O JOTA mostrou que a Associação Nacional de Hospitais Privados (Anahp) também se uniu a representantes de operadoras e tributaristas nas críticas. “Se uma medida qualquer desestimula empresas a oferecerem plano de saúde, restringe uma fonte que responde por 80% da oferta dos planos de saúde”, afirmou ao JOTA Antônio Britto, diretor-executivo da Anahp.

A limitação do creditamento também é criticada pela Abramge. “É algo que pode ser negativo para a indústria e principalmente para os trabalhadores.
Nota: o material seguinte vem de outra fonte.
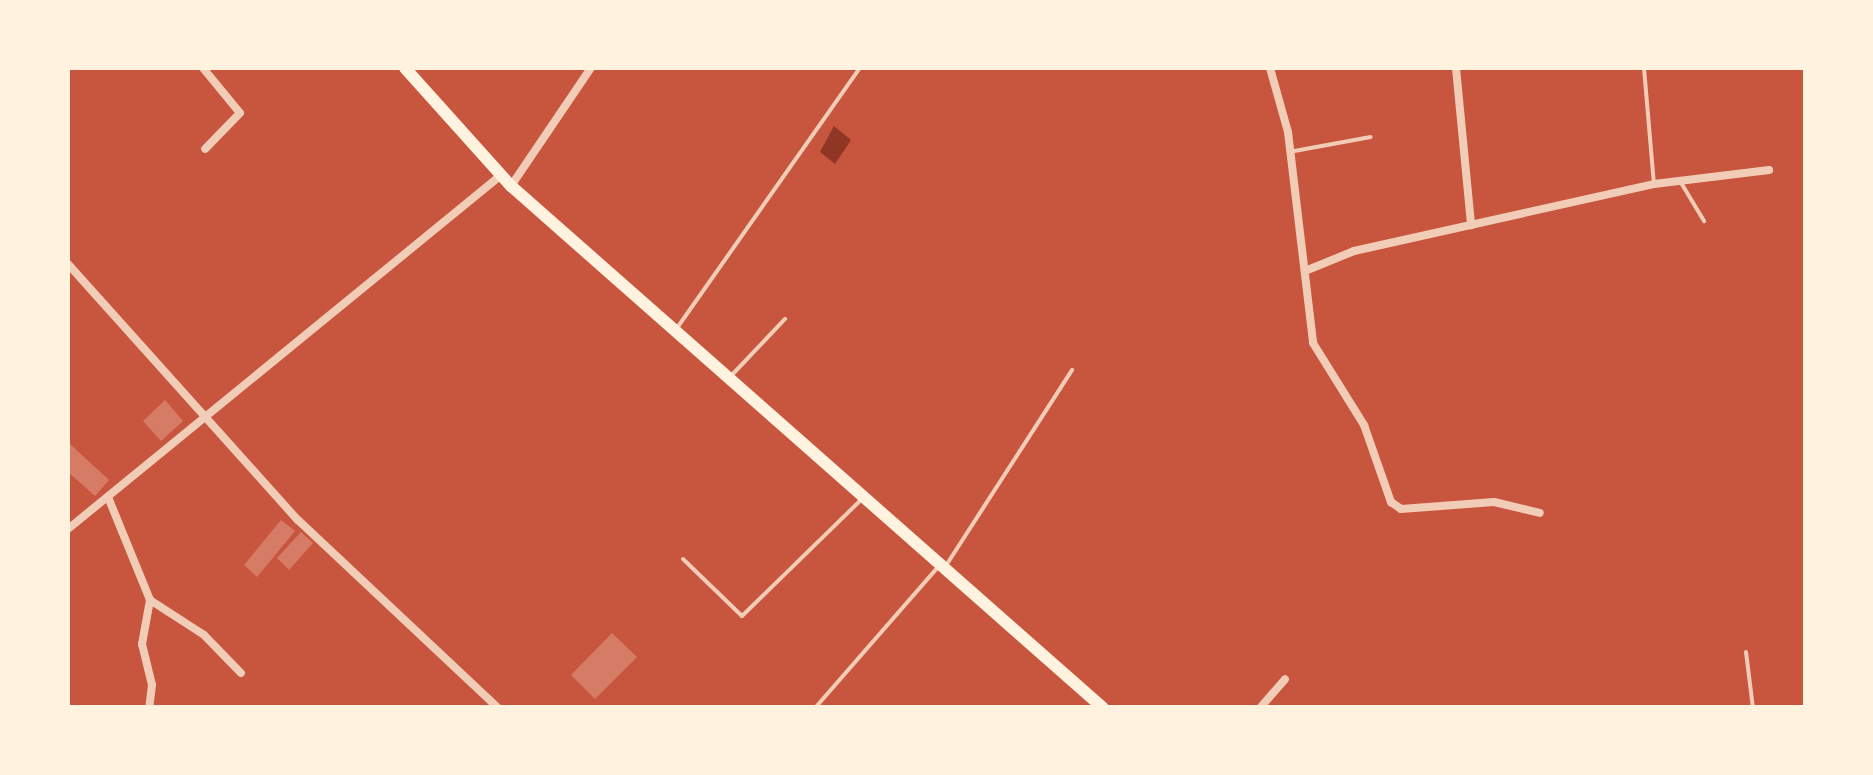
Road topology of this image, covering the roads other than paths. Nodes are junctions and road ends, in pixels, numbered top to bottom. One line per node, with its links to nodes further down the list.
1 (202, 68): 9 (street)
2 (406, 68): 12 (main road)
3 (590, 68): 15 (street)
4 (860, 68): 21 (lane)
5 (1270, 68): 10 (street)
6 (1456, 68): 17 (street)
7 (1644, 68): 14 (lane)
8 (1371, 137): 10 (lane)
9 (205, 149)
10 (1289, 152): 19 (street)
11 (1769, 170): 13 (street)
12 (500, 176): 15 (main road); 24 (street)
13 (1680, 181): 14 (street); 16 (lane)
14 (1654, 184): 17 (street)
15 (511, 186): 21 (main road)
16 (1704, 221)
17 (1471, 225): 19 (street)
18 (68, 264): 24 (street)
19 (1305, 270): 27 (street)
20 (785, 319): 23 (lane)
21 (677, 328): 23 (main road)
22 (1072, 370): 30 (lane)
23 (730, 377): 26 (main road)
24 (206, 420): 25 (street); 36 (street)
25 (108, 497): 28 (street); 31 (street)
26 (864, 497): 29 (lane); 30 (main road)
27 (1540, 513)
28 (68, 529)
29 (682, 559)
30 (941, 569): 37 (lane); 38 (main road)
31 (150, 600): 33 (street); 35 (street)
32 (1746, 652): 40 (lane)
33 (241, 673)
34 (1285, 679): 39 (street)
35 (149, 708)
36 (498, 708)
37 (815, 708)
38 (1102, 708)
39 (1260, 708)
40 (1753, 708)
Depois do salário, um dos principais atrativos em um emprego é o plano de saúde”, destacou Marcos Novais, superintendente executivo da entidade. “Vamos conversar com os parlamentares e explicar que esse modelo pode ser prejudicial, além de ser algo totalmente diferente do que é utilizado em outros países”, adiantou Novais.

Benesses para determinados profissionais

Para além do lobby de setores, é esperado que haja movimentações de representantes de categorias profissionais pela inclusão de suas profissões no rol daqueles que terão uma redução de 30% na alíquota do IBS e da CBS na prestação de serviços.

A lista enviada pela Fazenda incluiu 18 profissões que serão beneficiadas, como engenheiros, bibliotecários, arquitetos, médicos, técnicos agrícolas e advogados. Durante a tramitação da reforma, este ponto foi marcado pela forte atuação da advocacia, que buscou melhores condições para a profissão na proposta. A peregrinação de outras categorias já é aguardada pelos parlamentares nos próximos meses. Como diz o ditado popular: quem não chora, não mama.